**Collected data entries:**
==========

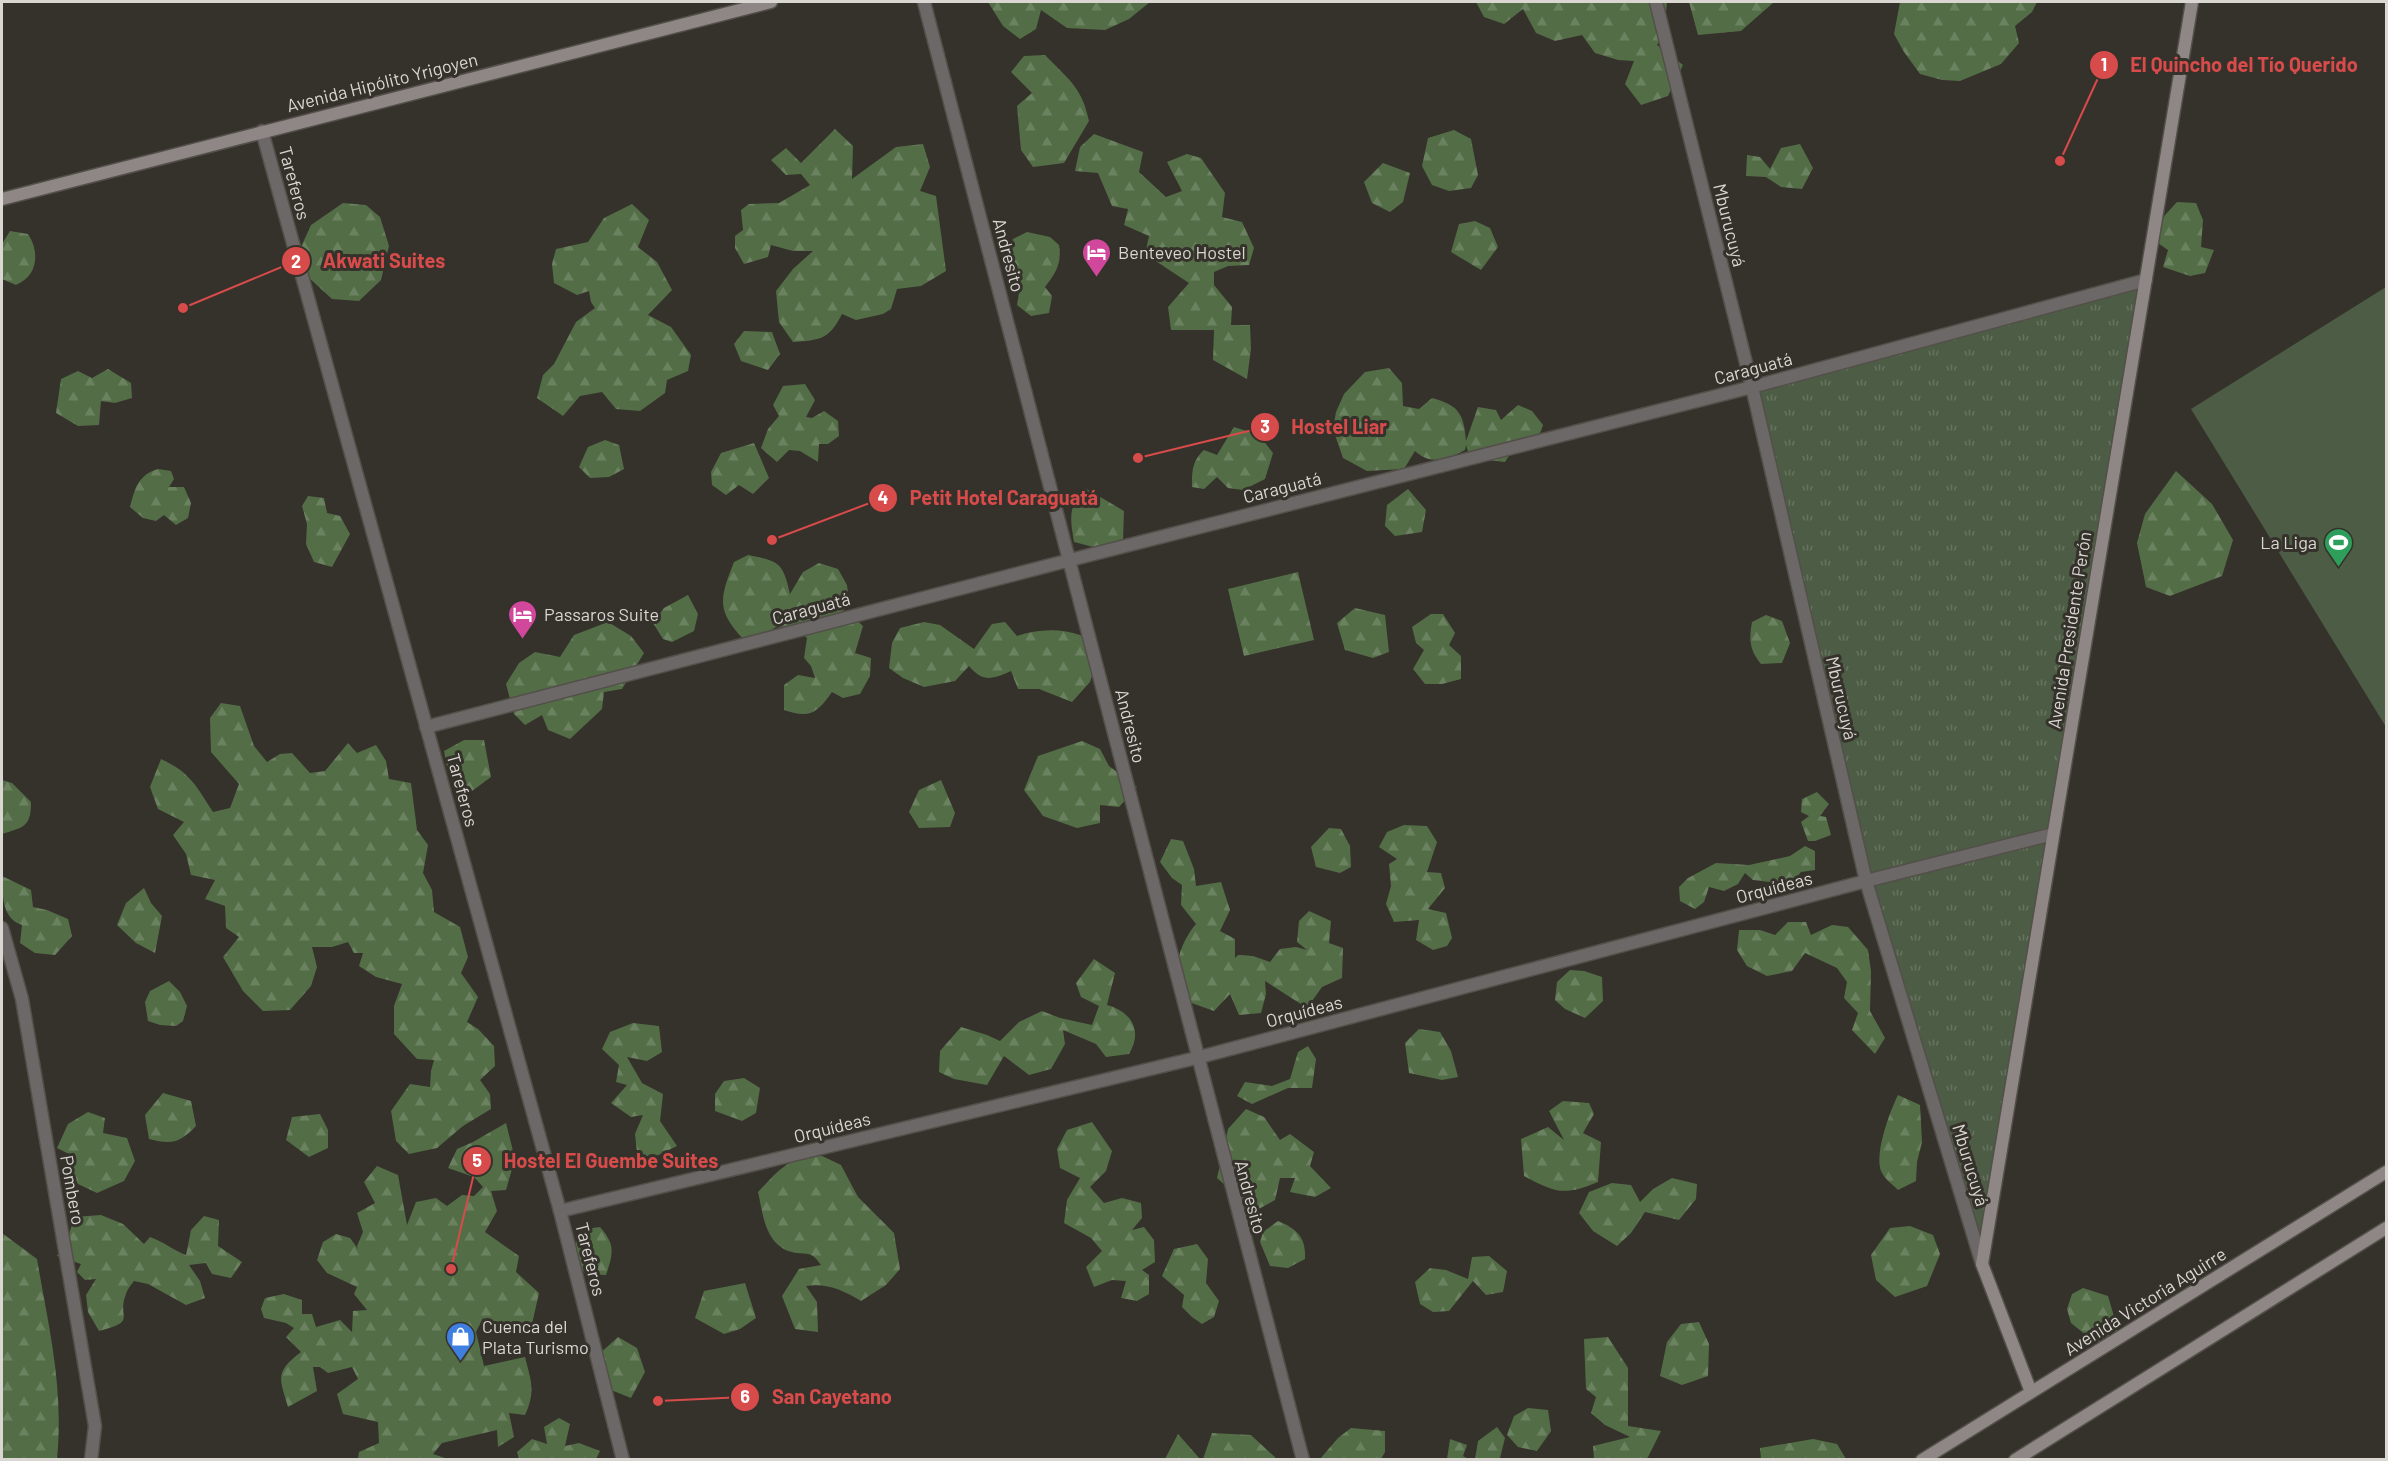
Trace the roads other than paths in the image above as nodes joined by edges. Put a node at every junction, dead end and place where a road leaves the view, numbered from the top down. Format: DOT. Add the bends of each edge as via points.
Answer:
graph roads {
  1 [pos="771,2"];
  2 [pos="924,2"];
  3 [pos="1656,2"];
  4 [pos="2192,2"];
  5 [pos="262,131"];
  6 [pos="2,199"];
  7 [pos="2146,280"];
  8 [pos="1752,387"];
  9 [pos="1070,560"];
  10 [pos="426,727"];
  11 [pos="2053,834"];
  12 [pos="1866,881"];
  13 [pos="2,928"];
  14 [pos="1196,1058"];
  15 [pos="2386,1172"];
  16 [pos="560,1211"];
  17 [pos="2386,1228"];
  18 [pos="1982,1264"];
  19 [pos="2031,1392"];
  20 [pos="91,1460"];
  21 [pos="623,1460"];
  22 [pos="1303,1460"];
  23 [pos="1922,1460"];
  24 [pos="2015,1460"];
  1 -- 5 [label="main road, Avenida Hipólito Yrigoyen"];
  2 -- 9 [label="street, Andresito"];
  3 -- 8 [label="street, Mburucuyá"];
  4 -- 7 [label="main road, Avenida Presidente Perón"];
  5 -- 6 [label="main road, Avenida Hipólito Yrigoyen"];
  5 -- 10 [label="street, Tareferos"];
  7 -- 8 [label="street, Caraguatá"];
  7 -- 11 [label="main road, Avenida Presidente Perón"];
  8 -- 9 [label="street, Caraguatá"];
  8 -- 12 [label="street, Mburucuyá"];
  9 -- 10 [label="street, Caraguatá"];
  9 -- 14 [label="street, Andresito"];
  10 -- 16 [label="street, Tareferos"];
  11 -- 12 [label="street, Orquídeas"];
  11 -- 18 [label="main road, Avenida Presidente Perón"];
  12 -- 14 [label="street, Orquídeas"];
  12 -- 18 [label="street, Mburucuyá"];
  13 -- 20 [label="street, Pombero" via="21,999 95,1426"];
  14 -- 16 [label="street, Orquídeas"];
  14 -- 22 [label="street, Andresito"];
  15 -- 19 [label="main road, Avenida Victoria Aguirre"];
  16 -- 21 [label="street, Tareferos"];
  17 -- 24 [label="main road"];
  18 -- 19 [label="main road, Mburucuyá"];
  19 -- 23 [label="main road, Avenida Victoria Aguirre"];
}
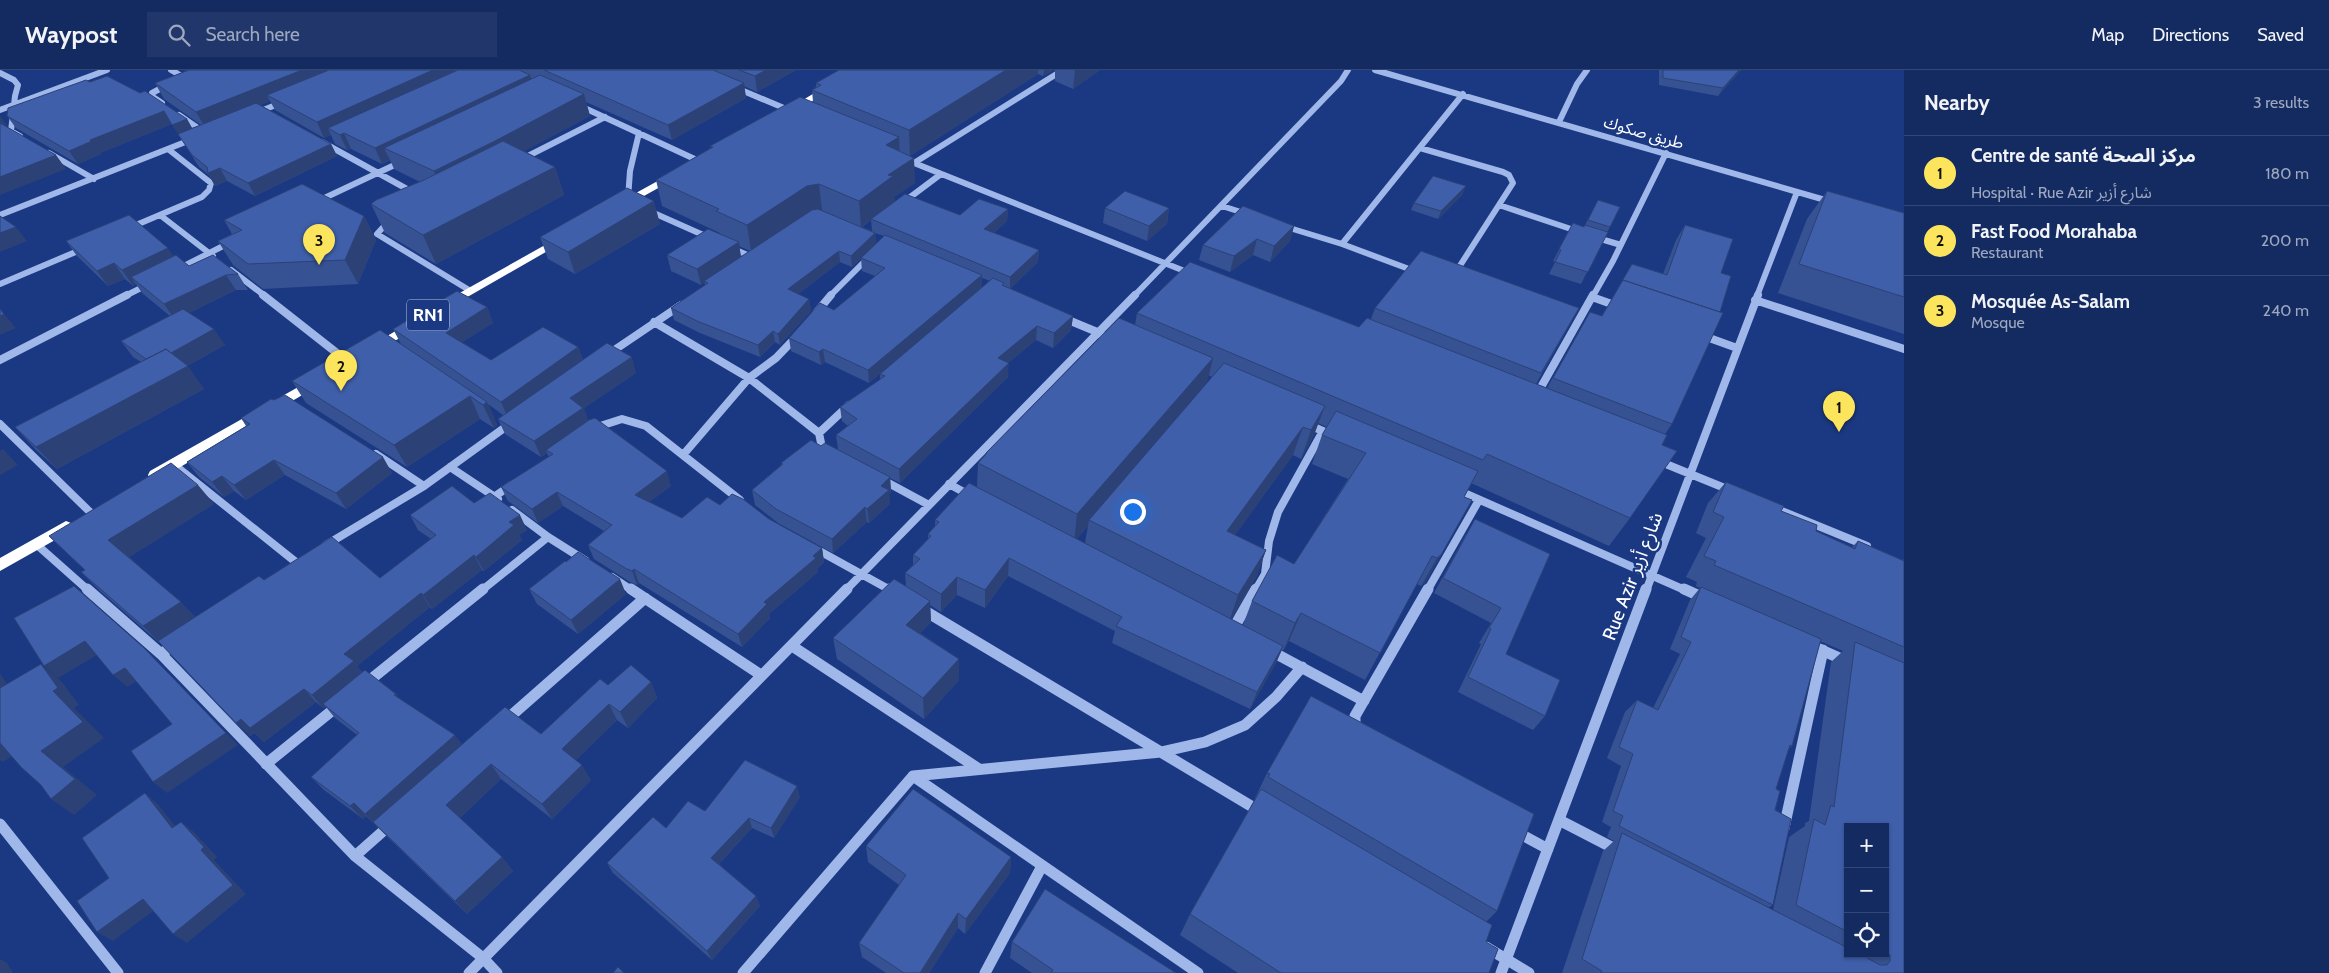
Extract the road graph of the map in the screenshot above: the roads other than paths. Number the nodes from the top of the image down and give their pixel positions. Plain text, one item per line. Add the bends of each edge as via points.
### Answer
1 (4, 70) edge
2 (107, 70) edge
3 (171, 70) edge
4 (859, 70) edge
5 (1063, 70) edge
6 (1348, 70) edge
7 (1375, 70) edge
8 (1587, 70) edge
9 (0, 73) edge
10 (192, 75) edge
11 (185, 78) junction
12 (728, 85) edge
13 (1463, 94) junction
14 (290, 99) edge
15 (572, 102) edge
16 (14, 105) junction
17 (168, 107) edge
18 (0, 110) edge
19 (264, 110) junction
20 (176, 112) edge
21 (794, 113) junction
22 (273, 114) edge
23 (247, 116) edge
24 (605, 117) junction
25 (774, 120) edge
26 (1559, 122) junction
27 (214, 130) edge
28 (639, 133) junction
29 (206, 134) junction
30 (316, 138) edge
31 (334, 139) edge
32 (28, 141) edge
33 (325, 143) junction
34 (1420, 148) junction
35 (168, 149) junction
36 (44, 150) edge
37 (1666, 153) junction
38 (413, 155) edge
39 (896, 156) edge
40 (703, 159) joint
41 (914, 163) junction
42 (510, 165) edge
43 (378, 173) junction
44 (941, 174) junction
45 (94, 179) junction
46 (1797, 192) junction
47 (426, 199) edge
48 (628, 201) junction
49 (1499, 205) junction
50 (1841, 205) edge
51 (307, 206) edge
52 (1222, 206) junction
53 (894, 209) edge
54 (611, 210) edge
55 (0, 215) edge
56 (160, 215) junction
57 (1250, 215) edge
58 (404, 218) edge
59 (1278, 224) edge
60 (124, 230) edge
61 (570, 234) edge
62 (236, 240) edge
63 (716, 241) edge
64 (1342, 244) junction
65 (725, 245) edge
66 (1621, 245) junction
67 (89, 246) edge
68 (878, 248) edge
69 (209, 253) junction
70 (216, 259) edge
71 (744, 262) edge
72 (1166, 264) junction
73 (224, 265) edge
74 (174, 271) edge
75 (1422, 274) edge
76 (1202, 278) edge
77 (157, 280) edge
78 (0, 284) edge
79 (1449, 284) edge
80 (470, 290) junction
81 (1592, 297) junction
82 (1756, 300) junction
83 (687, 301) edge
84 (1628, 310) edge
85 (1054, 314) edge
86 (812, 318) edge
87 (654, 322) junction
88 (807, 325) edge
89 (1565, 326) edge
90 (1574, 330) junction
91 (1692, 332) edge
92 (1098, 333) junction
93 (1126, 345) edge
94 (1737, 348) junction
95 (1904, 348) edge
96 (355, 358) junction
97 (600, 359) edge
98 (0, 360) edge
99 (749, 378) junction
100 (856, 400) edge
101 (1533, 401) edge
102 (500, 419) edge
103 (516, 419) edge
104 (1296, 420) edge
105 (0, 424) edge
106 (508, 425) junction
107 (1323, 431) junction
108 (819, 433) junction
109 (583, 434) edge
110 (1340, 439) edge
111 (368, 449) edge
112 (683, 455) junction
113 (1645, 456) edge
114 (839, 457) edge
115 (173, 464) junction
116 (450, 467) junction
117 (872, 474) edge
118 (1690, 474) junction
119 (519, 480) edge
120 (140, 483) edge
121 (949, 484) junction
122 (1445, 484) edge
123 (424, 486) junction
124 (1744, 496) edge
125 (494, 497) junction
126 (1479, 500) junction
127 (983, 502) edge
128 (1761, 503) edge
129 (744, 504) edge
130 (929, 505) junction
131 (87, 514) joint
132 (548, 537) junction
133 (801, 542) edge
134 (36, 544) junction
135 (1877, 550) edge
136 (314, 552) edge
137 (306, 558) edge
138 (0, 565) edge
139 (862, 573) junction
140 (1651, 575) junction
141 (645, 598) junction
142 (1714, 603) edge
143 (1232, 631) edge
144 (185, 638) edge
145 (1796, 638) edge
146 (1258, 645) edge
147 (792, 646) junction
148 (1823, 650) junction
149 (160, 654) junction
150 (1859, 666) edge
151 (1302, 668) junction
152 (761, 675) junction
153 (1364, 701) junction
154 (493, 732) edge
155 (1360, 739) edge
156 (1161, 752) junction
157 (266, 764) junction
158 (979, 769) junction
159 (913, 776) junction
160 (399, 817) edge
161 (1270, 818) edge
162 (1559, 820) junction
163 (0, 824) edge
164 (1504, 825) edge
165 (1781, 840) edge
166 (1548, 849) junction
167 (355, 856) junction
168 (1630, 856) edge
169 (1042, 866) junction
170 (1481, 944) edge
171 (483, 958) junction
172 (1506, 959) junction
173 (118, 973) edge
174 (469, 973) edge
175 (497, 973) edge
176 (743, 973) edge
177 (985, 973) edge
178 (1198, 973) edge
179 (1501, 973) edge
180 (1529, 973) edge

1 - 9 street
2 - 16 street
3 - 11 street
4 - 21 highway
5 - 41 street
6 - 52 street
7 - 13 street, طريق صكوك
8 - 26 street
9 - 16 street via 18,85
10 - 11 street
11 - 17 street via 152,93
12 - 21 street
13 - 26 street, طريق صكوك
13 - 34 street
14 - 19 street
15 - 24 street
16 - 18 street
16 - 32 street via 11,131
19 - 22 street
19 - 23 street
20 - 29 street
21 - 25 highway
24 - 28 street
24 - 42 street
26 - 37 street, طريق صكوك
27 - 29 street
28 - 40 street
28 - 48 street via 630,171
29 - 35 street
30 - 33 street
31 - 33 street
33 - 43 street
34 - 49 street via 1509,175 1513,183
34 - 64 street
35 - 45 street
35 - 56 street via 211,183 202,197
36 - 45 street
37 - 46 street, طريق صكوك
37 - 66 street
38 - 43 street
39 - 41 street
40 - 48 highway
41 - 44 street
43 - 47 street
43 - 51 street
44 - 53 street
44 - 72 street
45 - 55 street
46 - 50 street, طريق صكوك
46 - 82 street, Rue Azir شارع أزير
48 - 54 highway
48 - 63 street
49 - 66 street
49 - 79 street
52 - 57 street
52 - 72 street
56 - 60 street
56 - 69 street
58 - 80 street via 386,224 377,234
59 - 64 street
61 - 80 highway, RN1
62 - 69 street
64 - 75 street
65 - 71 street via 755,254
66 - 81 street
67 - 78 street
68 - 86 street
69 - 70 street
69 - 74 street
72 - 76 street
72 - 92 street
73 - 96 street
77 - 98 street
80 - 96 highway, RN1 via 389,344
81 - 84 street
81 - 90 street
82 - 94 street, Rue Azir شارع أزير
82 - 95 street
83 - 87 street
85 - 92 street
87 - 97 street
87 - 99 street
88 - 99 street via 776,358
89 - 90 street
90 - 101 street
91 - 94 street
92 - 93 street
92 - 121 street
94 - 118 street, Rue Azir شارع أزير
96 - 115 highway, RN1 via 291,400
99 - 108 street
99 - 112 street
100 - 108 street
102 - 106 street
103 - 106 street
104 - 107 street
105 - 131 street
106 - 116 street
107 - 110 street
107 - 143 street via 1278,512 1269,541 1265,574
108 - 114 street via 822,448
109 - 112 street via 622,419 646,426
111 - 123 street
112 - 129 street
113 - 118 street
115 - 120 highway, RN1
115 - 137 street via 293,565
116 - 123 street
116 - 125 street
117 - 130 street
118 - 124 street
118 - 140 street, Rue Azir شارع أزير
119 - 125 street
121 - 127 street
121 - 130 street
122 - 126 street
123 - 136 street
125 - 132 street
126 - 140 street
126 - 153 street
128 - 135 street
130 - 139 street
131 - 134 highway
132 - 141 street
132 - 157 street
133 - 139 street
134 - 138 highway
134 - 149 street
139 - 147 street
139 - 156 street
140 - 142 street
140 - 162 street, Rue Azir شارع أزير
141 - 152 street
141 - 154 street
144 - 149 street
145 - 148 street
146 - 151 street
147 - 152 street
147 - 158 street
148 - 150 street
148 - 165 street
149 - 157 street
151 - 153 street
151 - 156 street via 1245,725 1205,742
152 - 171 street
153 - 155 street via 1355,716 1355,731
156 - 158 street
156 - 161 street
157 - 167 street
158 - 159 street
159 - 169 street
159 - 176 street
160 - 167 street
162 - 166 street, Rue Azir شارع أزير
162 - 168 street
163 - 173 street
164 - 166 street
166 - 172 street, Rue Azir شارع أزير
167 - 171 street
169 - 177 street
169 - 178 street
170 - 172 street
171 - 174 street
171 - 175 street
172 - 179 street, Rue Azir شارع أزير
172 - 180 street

==========

**Assignment:**
Start at the top of the entries and repeat each line exactly, ending at the line that contains "Extract the road". Pictures are not part of the copy.

**Response for this exercise:**
Trace the roads other than paths in the image above as nodes joined by edges. Put a node at every junction, dead end and place where a road leaves the view, numbered from the top down. Format: DOT. Add the bends of each edge as via points.
Answer:
graph roads {
  1 [pos="771,2"];
  2 [pos="924,2"];
  3 [pos="1656,2"];
  4 [pos="2192,2"];
  5 [pos="262,131"];
  6 [pos="2,199"];
  7 [pos="2146,280"];
  8 [pos="1752,387"];
  9 [pos="1070,560"];
  10 [pos="426,727"];
  11 [pos="2053,834"];
  12 [pos="1866,881"];
  13 [pos="2,928"];
  14 [pos="1196,1058"];
  15 [pos="2386,1172"];
  16 [pos="560,1211"];
  17 [pos="2386,1228"];
  18 [pos="1982,1264"];
  19 [pos="2031,1392"];
  20 [pos="91,1460"];
  21 [pos="623,1460"];
  22 [pos="1303,1460"];
  23 [pos="1922,1460"];
  24 [pos="2015,1460"];
  1 -- 5 [label="main road, Avenida Hipólito Yrigoyen"];
  2 -- 9 [label="street, Andresito"];
  3 -- 8 [label="street, Mburucuyá"];
  4 -- 7 [label="main road, Avenida Presidente Perón"];
  5 -- 6 [label="main road, Avenida Hipólito Yrigoyen"];
  5 -- 10 [label="street, Tareferos"];
  7 -- 8 [label="street, Caraguatá"];
  7 -- 11 [label="main road, Avenida Presidente Perón"];
  8 -- 9 [label="street, Caraguatá"];
  8 -- 12 [label="street, Mburucuyá"];
  9 -- 10 [label="street, Caraguatá"];
  9 -- 14 [label="street, Andresito"];
  10 -- 16 [label="street, Tareferos"];
  11 -- 12 [label="street, Orquídeas"];
  11 -- 18 [label="main road, Avenida Presidente Perón"];
  12 -- 14 [label="street, Orquídeas"];
  12 -- 18 [label="street, Mburucuyá"];
  13 -- 20 [label="street, Pombero" via="21,999 95,1426"];
  14 -- 16 [label="street, Orquídeas"];
  14 -- 22 [label="street, Andresito"];
  15 -- 19 [label="main road, Avenida Victoria Aguirre"];
  16 -- 21 [label="street, Tareferos"];
  17 -- 24 [label="main road"];
  18 -- 19 [label="main road, Mburucuyá"];
  19 -- 23 [label="main road, Avenida Victoria Aguirre"];
}
Extract the road graph of the map in the screenshot above: the roads other than paths. Number the nodes from the top of the image down and give their pixel positions. Plain text, one item per line. Add the bends of each edge as via points.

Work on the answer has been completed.